The reproductive organs.—The internal reproductive organs are situated in the abdomen; there is a set on each side, but the two sets open by a common duct, whose outlet is at the hind end of the body.

The reproductive organs of the female are shown on Plate XXVI (a), Fig. 1. There are two ovaries (o), one on each side of the body. Each ovary consists of a large number of parallel egg-tubes, within which the eggs are developed. The egg-tubes of each ovary open into an oviduct (od). The two oviducts unite and form a single tube on the middle line of the body; this is the vagina; the vagina leads to the external opening of the system. Communicating with the vagina, there is a sac-like pouch, the spermatheca, which is the reservoir for the seminal fluid; this is filled at the time of pairing, and the spermatozoa may remain alive in it for several years.

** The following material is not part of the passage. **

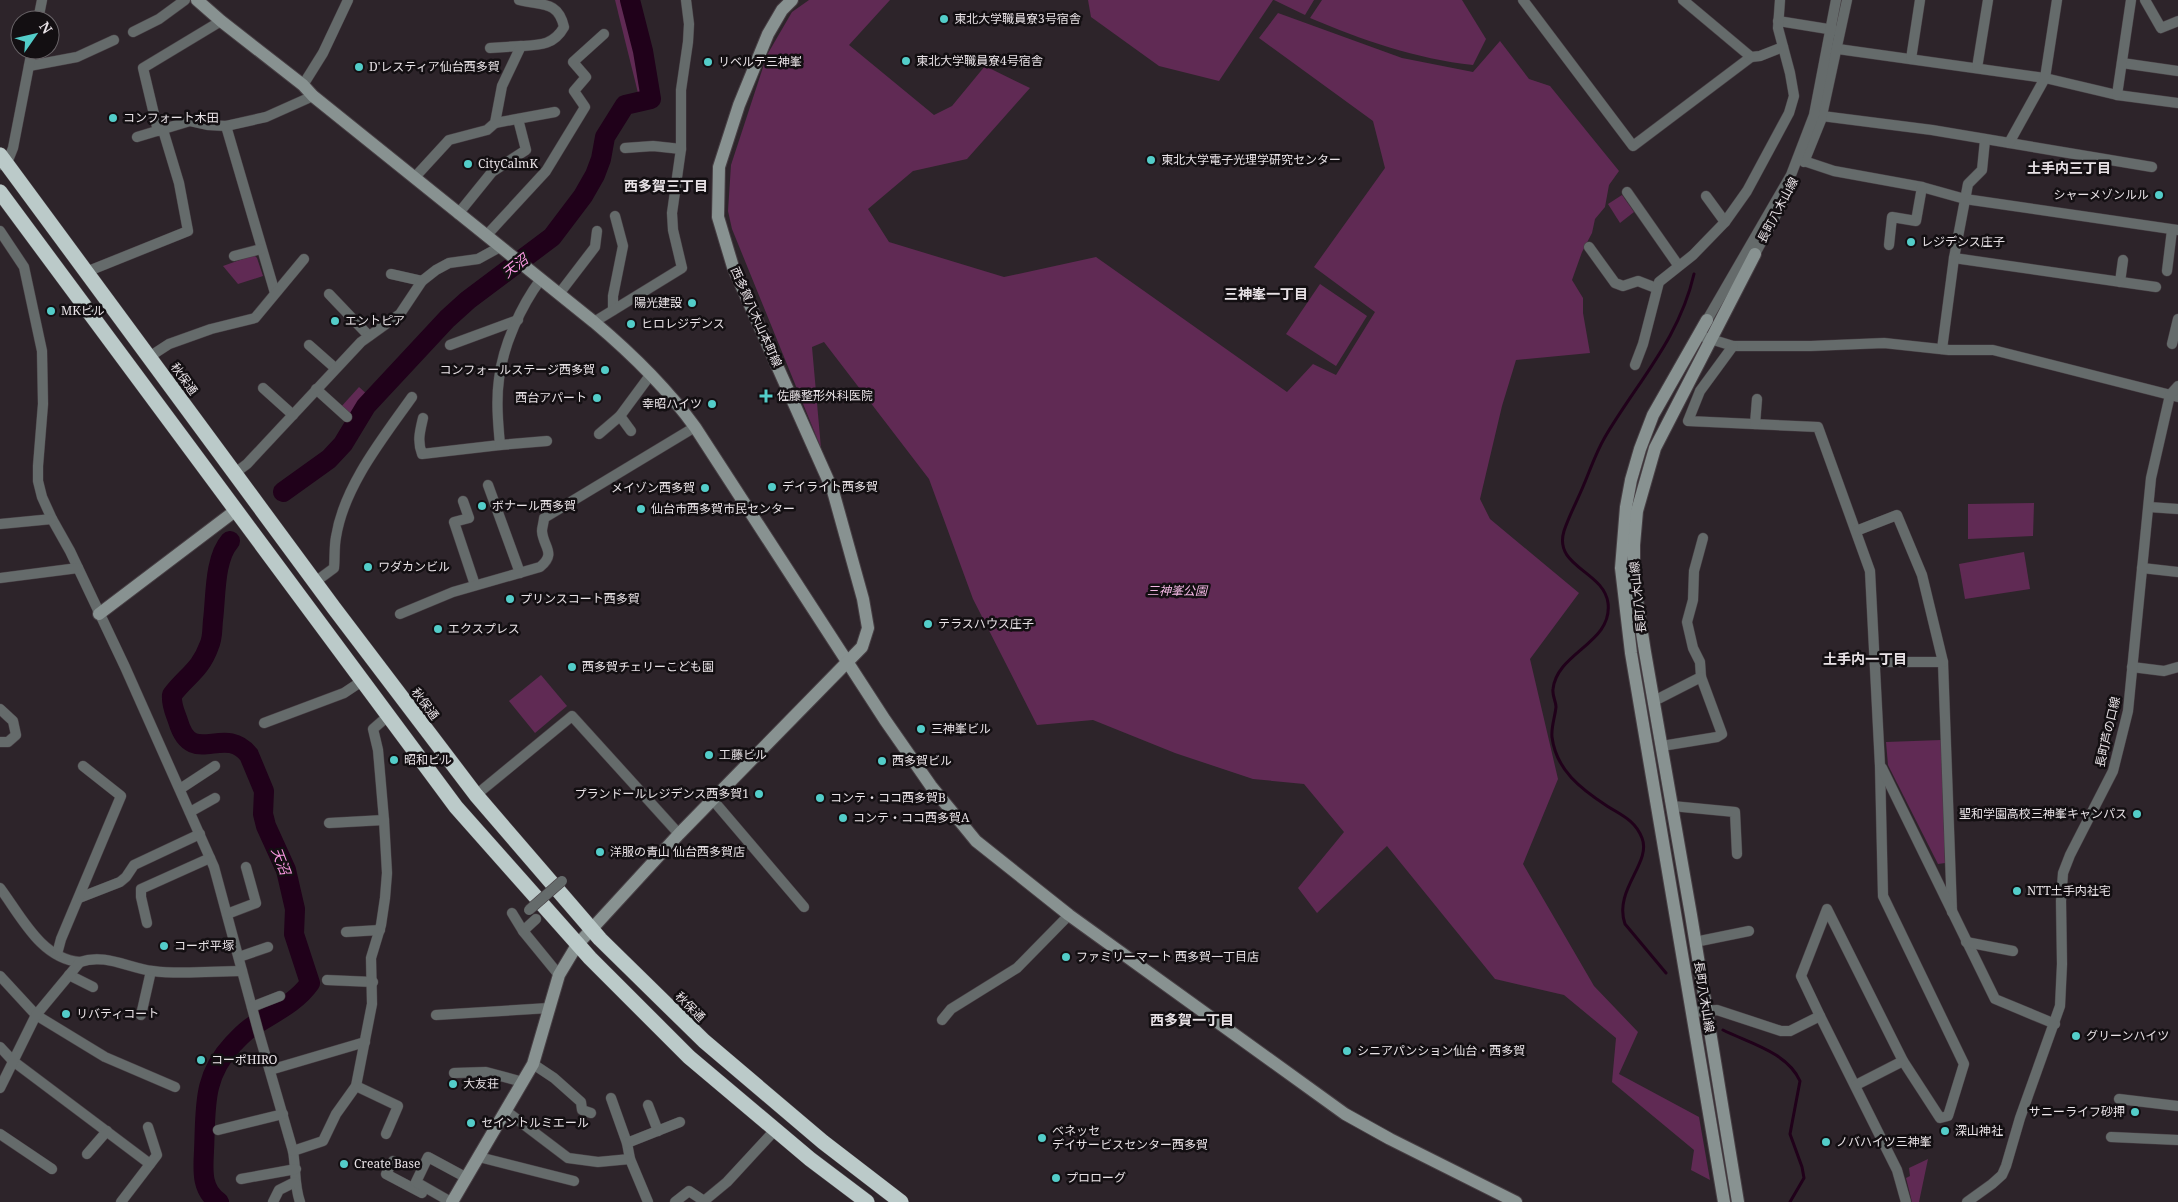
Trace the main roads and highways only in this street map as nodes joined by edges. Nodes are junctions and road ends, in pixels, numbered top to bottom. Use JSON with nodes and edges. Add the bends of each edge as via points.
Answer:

Each egg-tube produces many eggs. As the eggs increase in size, they pass towards the oviduct. When the egg is fully developed a shell is formed about it. This shell has a minute opening through it at one end; this is the micropyle. At the time the egg is laid a spermatozoon may pass from the spermatheca, where thousands of them are stored, into the egg through the micropyle, and thus the egg is fertilised.

With most animals, the egg must be fertilised in order that it may develop. But with bees, both fertilised and unfertilised eggs develop, the former into females, that is, workers or queens, the latter into males, that is, drones.